Dass in Pandemie-Zeiten ganze (digitale) Festivals ausgerichtet werden, gehört zu den erstaunlichen Ereignissen dieser Tage. Die Organisatoren der Europäischen Kulturtage, so bemerkte der Karlsruher Oberbürgermeister Frank Mentrup jetzt zur Eröffnung, hätten es fertiggebracht, „sich auf alle Varianten einzustellen“: digital, hybrid und mit Präsenz. Das Festival geht nun rein digital über die Bühne; das Programm (www.eurpaeische-kulturtage.de) ist über den Youtube-Kanal EKT TV zu sehen.
Gerade in Krisenzeiten scheint der europäische Gedanke von zentraler Bedeutung: Nicht nur, was die Diskussionen um die Grenzschließungen im vergangenen Jahr angeht - sondern auch, was den Umgang mit der Pandemie in den verschiedenen Gesellschaften betrifft. In den USA, so Mentrup, stehe vor allem die Freiheit des Einzelnen im Vordergrund - in Asien dagegen ein System, das zwar hinsichtlich der Pandemie-Bewältigung anscheinend funktioniert, das aber andererseits Menschenrechtsverletzungen mit sich bringt. In Europa dagegen befänden sich die angestrebten Diskussionen „an der Nahtstelle zwischen dem Recht des Einzelnen und dem gemeinschaftlichen Bemühen“.
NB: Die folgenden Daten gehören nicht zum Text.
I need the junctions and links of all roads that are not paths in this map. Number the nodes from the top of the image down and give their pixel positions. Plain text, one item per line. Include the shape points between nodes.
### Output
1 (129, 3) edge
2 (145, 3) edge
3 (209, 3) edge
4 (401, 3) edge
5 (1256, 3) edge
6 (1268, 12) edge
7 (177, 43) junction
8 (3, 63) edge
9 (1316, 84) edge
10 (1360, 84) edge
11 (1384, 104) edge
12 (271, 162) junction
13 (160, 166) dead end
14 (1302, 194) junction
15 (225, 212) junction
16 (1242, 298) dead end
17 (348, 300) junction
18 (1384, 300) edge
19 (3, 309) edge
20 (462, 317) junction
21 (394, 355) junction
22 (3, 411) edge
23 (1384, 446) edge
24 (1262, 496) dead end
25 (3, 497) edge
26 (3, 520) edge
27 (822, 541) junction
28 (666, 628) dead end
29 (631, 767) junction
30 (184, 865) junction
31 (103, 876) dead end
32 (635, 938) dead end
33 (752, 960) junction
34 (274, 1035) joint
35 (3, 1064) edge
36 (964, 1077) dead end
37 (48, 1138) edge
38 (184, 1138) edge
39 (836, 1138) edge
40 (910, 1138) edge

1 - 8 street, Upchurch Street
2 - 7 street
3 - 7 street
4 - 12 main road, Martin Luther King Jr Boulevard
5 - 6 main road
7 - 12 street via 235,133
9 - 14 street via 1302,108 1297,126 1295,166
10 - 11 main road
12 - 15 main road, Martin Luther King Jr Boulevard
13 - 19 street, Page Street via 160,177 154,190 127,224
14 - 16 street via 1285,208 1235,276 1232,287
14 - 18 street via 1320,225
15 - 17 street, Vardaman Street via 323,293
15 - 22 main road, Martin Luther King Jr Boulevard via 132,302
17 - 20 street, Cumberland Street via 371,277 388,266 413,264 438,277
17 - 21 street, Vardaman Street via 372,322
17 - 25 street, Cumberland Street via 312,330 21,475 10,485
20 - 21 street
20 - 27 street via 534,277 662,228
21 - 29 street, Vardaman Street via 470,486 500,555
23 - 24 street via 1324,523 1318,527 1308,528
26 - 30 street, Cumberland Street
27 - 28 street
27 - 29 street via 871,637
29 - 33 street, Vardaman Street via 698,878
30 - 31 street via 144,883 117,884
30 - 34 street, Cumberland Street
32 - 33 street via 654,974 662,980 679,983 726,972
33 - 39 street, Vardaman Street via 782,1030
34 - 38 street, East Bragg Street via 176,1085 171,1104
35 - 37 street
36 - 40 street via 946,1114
Die per Video eingespielte Festrede zum Thema der Kulturtage - „Europa, ein Versprechen“ - nahm vor allem diejenigen Menschen in den Blick, für die Europa tatsächlich ein Versprechen bedeutet, weil sie vor Krieg und Gewalt fliehen. Leoluca Orlando, Bürgermeister von Palermo, machte unter anderem wegen seines humanitäres Engagements in der Flüchtlingskrise von sich reden. In seiner Charta von Palermo fordert er ein „Menschenrecht auf Freizügigkeit“, was die freie Wahl des Aufenthaltsortes mit einschließt. „In Palermo“, sagte er in seiner Rede, „gibt es keine Migranten, keine Ausländer, sondern nur Bürger von Palermo – mit den gleichen Rechten und Pflichten.“ Palermo sei eine sichere und solidarische Stadt, in der auch in Krisenzeiten niemand allein bleibe. Leidenschaftlich warb er dafür, Europa als gemeinsamen "Schutzraum“ zu betrachten. Zudem habe seine Stadt im Kampf gegen die Mafia während der vergangenen 40 Jahre einen starken Wandel durchlaufen. „Populisten hingegen“, so sagt er, „haben keinen Respekt vor der Zeit. Sie meinten, Probleme könnten „sofort und ohne Konflikte gelöst werden“. Bedauerlich war allerdings, dass Orlandos (auf Deutsch gehaltene) Rede schwer zu verstehen war.
Gewissermaßen an die Wurzeln europäischer Werte – nämlich ins antike Griechenland – führte der musikalische Teil des Abends: Aus dem Lichthof der Hochschule der Gestaltung kam „Persephassa“ (eine Anspielung auf die Göttin Persephone) für sechs Schlagzeuger von Yannis Xenakis, in einer Interpretation mit Isao Nakamura und fünf Perkussionisten der Musikhochschule Karlsruhe. Durch die entsprechende Anordnung der Instrumente und ein mittig platziertes Publikum soll hier ein Spannungsfeld aus „beweglichen“ Raumklängen entstehen - was wiederum den Gedanken von Raum und Mobilität aus der Festrede aufgriff. Der räumliche Eindruck entfiel naturgemäß auf dem Übertragungsweg, aber die Kameraführung ließ nachverfolgen, welche Rolle der Einzelne im Zusammenklang aus wechselnden Rhythmen und Klangmustern, aus Tropfen, Rauschen und Beben spielte – bis am Ende buchstäblich mit einem Schlag völlige Stille einkehrte.